Recorded data:
====================

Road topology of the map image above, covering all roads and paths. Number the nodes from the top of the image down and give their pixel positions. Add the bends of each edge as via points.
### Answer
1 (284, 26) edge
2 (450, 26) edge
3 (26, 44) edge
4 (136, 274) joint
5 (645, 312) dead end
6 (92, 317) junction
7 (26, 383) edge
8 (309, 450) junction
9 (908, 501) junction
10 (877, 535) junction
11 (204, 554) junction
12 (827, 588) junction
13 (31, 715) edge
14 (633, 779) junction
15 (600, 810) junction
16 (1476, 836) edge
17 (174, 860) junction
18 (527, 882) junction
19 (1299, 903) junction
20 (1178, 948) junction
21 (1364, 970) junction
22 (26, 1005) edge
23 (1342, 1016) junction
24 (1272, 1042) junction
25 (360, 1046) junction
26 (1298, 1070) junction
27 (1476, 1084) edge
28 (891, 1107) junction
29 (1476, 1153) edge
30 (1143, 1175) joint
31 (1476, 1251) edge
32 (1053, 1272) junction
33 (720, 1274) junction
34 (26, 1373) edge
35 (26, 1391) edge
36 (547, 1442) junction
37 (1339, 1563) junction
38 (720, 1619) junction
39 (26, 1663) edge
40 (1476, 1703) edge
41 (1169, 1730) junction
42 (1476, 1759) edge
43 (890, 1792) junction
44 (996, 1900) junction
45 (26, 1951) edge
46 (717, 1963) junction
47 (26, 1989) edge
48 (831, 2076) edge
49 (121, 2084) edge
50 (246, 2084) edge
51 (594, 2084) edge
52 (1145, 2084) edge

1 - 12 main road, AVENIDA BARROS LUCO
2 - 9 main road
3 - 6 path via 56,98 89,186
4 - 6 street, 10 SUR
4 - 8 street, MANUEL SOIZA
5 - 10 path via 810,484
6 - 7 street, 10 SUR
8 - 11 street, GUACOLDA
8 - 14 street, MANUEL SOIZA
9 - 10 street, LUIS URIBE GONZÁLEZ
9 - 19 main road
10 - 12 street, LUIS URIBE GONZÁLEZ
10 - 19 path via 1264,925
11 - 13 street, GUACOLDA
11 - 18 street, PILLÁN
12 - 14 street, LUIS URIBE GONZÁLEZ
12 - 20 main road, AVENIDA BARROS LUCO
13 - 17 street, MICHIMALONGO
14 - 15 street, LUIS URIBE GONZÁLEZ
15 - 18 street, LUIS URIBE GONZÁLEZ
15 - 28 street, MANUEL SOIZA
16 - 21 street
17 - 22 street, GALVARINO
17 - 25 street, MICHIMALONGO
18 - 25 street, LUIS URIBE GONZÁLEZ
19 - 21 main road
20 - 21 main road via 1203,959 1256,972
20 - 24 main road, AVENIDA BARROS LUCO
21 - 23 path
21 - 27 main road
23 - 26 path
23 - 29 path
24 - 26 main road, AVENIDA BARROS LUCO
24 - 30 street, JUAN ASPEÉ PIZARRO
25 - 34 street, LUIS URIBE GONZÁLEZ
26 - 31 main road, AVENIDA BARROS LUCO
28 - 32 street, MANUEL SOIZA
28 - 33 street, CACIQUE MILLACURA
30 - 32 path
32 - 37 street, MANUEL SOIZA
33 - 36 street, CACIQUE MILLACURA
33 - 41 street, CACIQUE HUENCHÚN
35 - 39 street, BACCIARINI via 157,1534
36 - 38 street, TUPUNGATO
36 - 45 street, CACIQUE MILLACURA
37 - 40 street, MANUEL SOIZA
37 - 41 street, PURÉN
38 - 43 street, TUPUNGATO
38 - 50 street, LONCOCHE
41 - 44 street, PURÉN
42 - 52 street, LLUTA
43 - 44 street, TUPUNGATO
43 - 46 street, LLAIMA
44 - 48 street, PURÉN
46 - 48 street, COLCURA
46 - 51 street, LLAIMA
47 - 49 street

====================

Assigned task: Reply with the number of lines in the data above that contain "SOIZA", and with nothing else.

Result for this task: 6